Plasma etching and deposition of thin films on Silicon wafers are an integral part of the microelectronics manufacturing process. To facilitate design and development of such systems, plasma modeling is of immense importance. In this work, we intend to perform computer simulations of a typical radio-frequency plasma processing system used for plasma enhanced chemical vapor deposition. Details of the rounded wafer edge and process kit geometry have been well resolved using our high performance computational framework. The 2D and representative 3D continuum simulations will be performed using widely recognized fluid model implementation in our in-house developed plasma solver library “CCPFoam” which uses robust finite volume library, OpenFOAM. The solver is capable of performing parallel multiphysics simulation using scalable algorithms and software tools for the simulation of complex physical phenomenon governed by plasma dynamics.

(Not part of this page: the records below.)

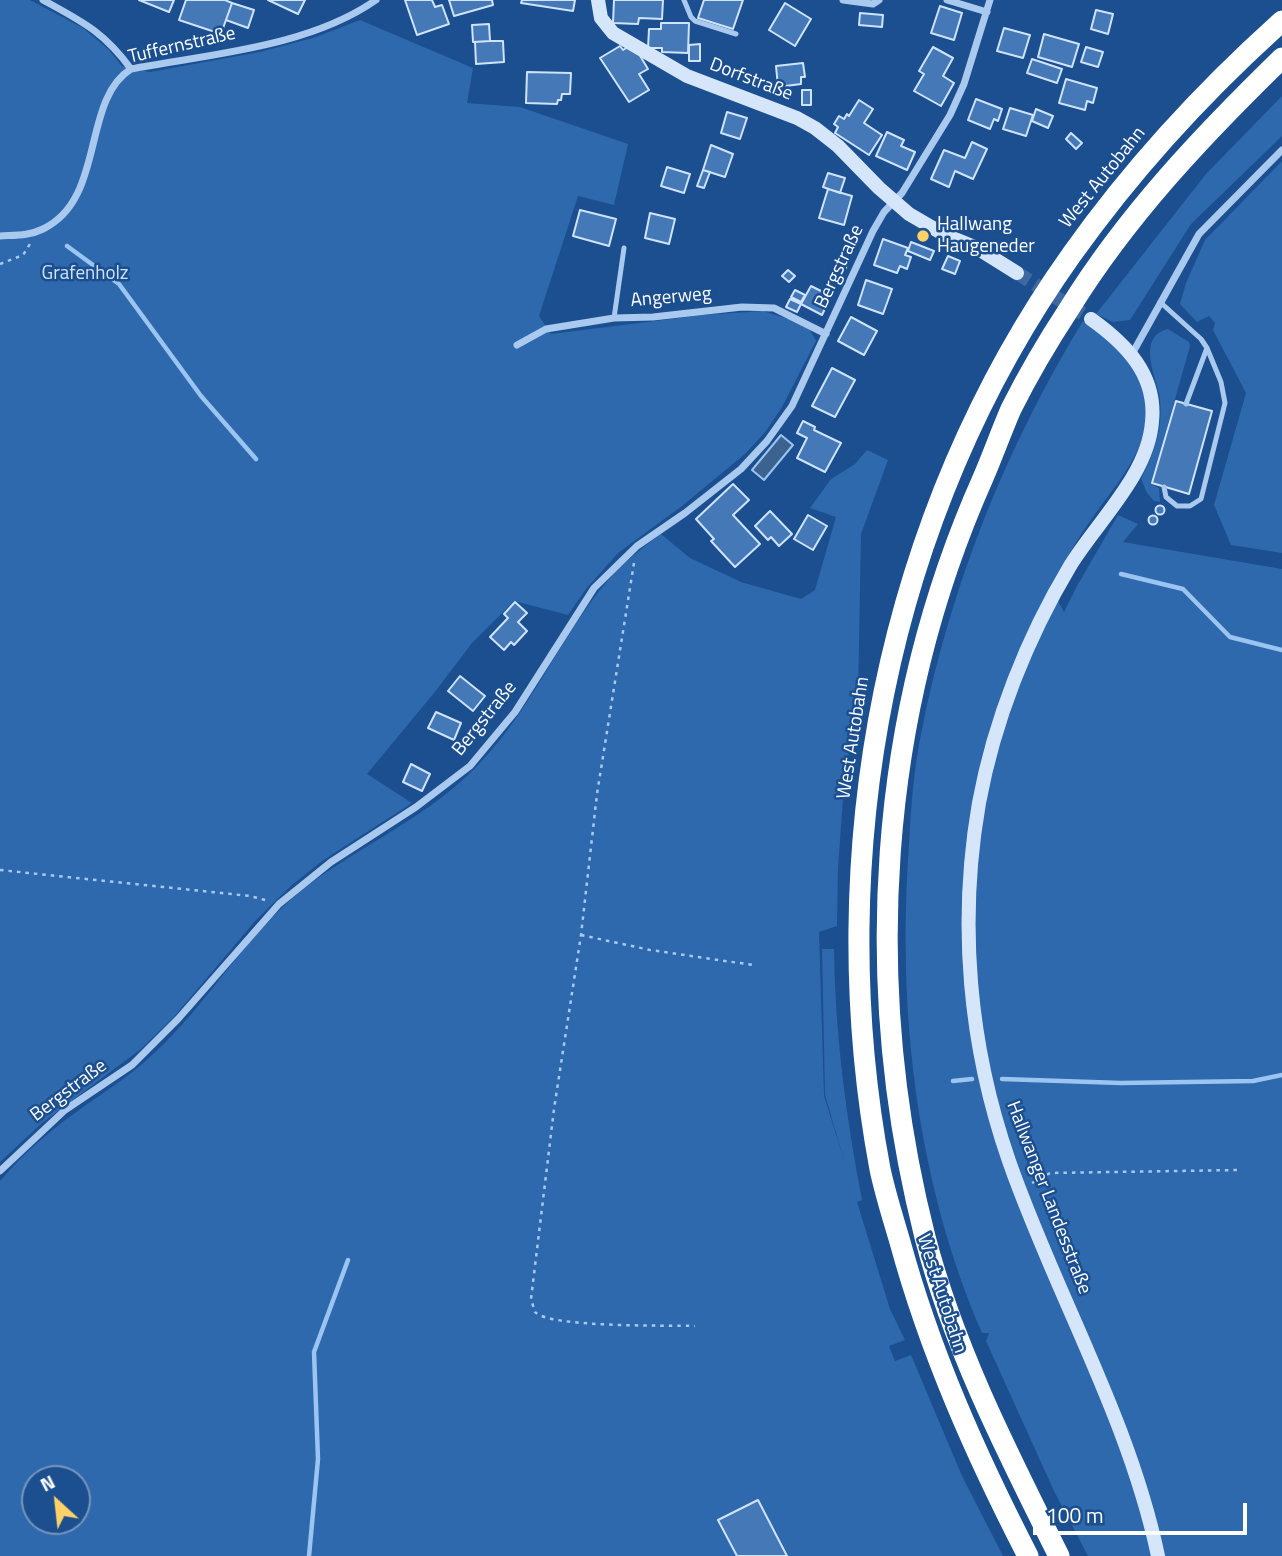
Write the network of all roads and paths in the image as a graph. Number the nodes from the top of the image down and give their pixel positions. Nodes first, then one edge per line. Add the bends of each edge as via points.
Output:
1 (43, 0) edge
2 (376, 0) edge
3 (598, 0) edge
4 (684, 0) edge
5 (843, 0) edge
6 (879, 0) edge
7 (947, 0) edge
8 (990, 0) edge
9 (987, 12) junction
10 (1282, 21) edge
11 (736, 34) dead end
12 (1282, 58) edge
13 (131, 69) junction
14 (1282, 150) edge
15 (893, 201) junction
16 (28, 234) junction
17 (0, 236) edge
18 (624, 248) dead end
19 (0, 264) edge
20 (1017, 273) tunnel mouth
21 (1160, 302) junction
22 (614, 318) junction
23 (1091, 318) tunnel mouth
24 (826, 334) junction
25 (517, 345) dead end
26 (1207, 348) junction
27 (1132, 354) junction
28 (1186, 404) dead end
29 (1164, 486) dead end
30 (637, 546) junction
31 (0, 870) edge
32 (279, 904) junction
33 (581, 935) junction
34 (753, 965) dead end
35 (1238, 1170) dead end
36 (0, 1171) edge
37 (1020, 1190) junction
38 (695, 1326) dead end
39 (1028, 1556) edge
40 (1059, 1556) edge
41 (1158, 1556) edge

1 - 13 street via 92,27
2 - 13 street, Tuffernstraße via 313,32
3 - 15 street, Dorfstraße via 601,18 613,33 687,76 815,128
4 - 11 lane via 695,21
5 - 6 street via 873,4
7 - 9 street
8 - 9 street, Bergstraße
9 - 15 street, Bergstraße via 950,115
10 - 39 highway, West Autobahn via 1216,83 1132,175 1071,256 1002,368 958,459 905,605 886,680 869,782 860,869 860,985 881,1171 912,1287 938,1360 966,1430
12 - 40 highway, West Autobahn via 1184,158 1134,218 1069,308 1012,409 966,512 939,590 897,781 888,861 887,976 908,1161 926,1240 976,1383
13 - 16 street, Tuffernstraße via 114,84 105,101 84,180 72,202 54,222
14 - 21 street via 1199,234
15 - 20 street, Dorfstraße via 928,227 977,248
15 - 24 street, Bergstraße via 873,231
16 - 17 street, Tuffernstraße
16 - 19 path via 31,247
18 - 22 lane
21 - 26 lane
21 - 27 street
22 - 24 street, Angerweg via 774,308
22 - 25 street, Angerweg via 546,329
23 - 27 street, Hallwanger Landesstraße
24 - 30 street, Bergstraße via 792,406 767,441 741,469
26 - 28 lane
26 - 29 lane via 1222,382 1225,403 1201,499 1190,506 1177,506 1166,497
27 - 37 street, Hallwanger Landesstraße via 1150,391 1153,422 1149,439 1130,480 1046,608 992,747 971,860 972,991 981,1059
30 - 32 street, Bergstraße via 594,588 515,712 470,766 331,862
30 - 33 path via 597,794
31 - 32 path via 250,896
32 - 36 street, Bergstraße via 132,1065 65,1110
33 - 34 path
33 - 38 path via 554,1110 532,1306 545,1319
35 - 37 path via 1050,1173
37 - 41 street, Hallwanger Landesstraße via 1137,1478

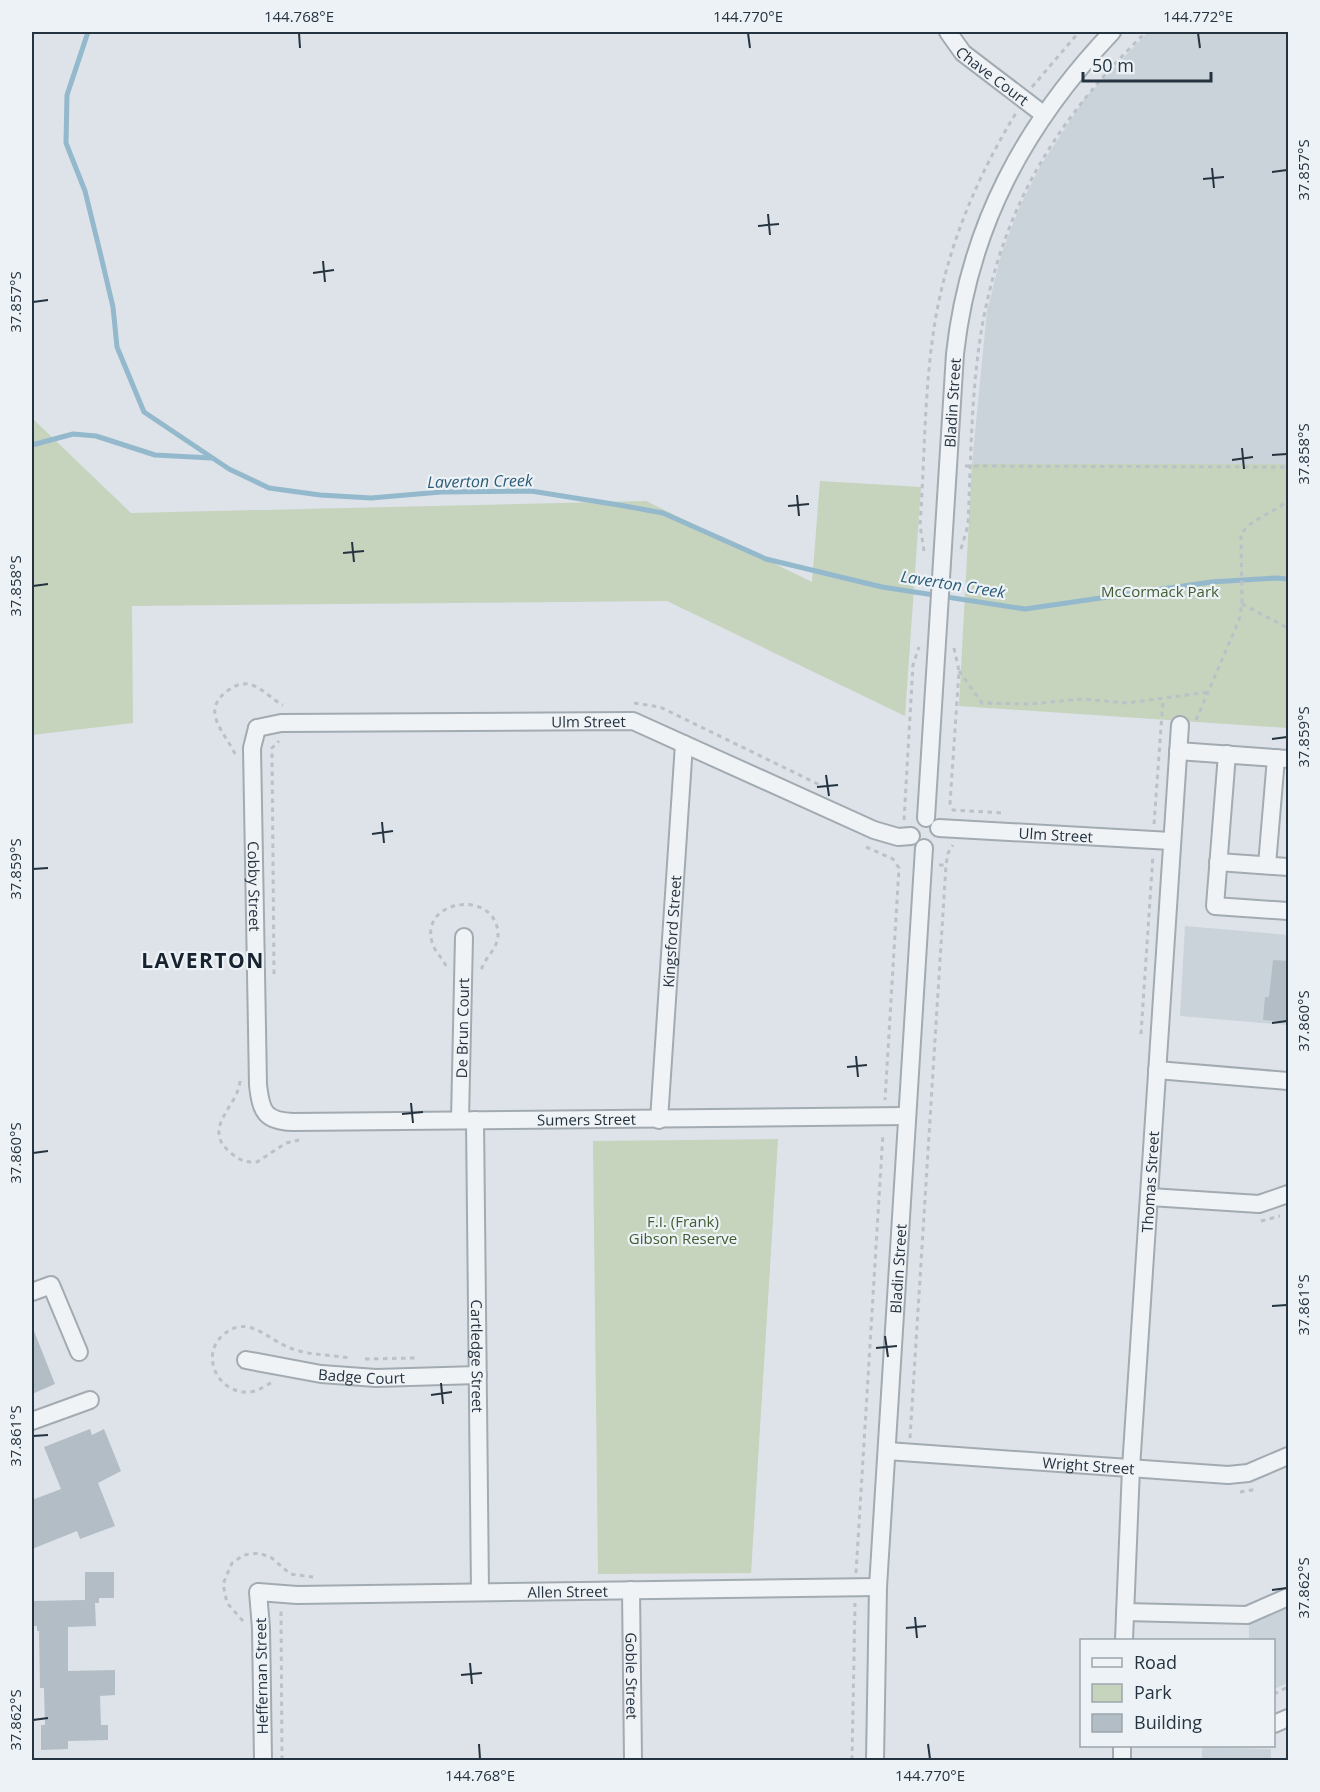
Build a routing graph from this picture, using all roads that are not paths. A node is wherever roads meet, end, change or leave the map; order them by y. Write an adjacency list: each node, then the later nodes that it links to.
1 (948, 32): 3 (street, Chave Court)
2 (1112, 32): 3 (street, Bladin Street)
3 (1043, 114): 10 (street, Bladin Street)
4 (252, 723): 6 (street, Ulm Street); 21 (street, Cobby Street)
5 (1188, 723): 7 (street, Thomas Street)
6 (684, 744): 11 (street, Ulm Street); 24 (street, Kingsford Street)
7 (1178, 751): 8 (street); 12 (street, Thomas Street)
8 (1227, 754): 9 (street); 14 (street)
9 (1282, 759): 15 (street)
10 (933, 823): 11 (street); 12 (street, Ulm Street); 13 (street)
11 (905, 830): 13 (street)
12 (1171, 842): 19 (street, Thomas Street)
13 (924, 848): 22 (street, Bladin Street)
14 (1218, 861): 15 (street); 17 (street)
15 (1267, 865): 16 (street)
16 (1288, 867)
17 (1288, 911)
18 (464, 937): 23 (street, De Brun Court)
19 (1157, 1070): 20 (street); 26 (street, Thomas Street)
20 (1288, 1081)
21 (267, 1115): 23 (street, Sumers Street)
22 (907, 1116): 24 (street, Sumers Street); 33 (street, Bladin Street)
23 (467, 1120): 24 (street, Sumers Street); 30 (street, Cartledge Street)
24 (659, 1120)
25 (1288, 1194): 26 (street)
26 (1150, 1197): 35 (street, Thomas Street)
27 (32, 1292): 28 (street)
28 (79, 1352)
29 (246, 1360): 30 (street, Badge Court)
30 (478, 1375): 38 (street, Cartledge Street)
31 (90, 1400): 32 (street)
32 (32, 1421)
33 (887, 1451): 35 (street, Wright Street); 36 (street, Bladin Street)
34 (1288, 1456): 35 (street, Wright Street)
35 (1131, 1468): 41 (street, Thomas Street)
36 (878, 1587): 37 (street, Allen Street); 45 (street, Bladin Street)
37 (631, 1590): 38 (street, Allen Street); 44 (street, Goble Street)
38 (480, 1591): 39 (street, Allen Street)
39 (258, 1592): 43 (street, Heffernan Street)
40 (1288, 1597): 41 (street)
41 (1125, 1612): 42 (street, Thomas Street)
42 (1124, 1639)
43 (263, 1761)
44 (633, 1761)
45 (875, 1761)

An in-depth analysis has been performed on the usefulness and applicability of this solver in a competitive R&D work environment. Considerable emphasis is being placed on plasma modeling techniques, mainly assessing accuracy and efficiency of numerical schemes, utility of high performance numerical tools and sensitivity to input parameters. The simulations intend to show detailed analysis on the influence of physical parameters for capacitively coupled plasmas and dependence of characteristics of generated plasma on various physical parameters (e.g., process kit geometry and material properties), power supplied and operating pressure. The results will give insight into the applicability and future scope of this framework for high fidelity plasma product R&D.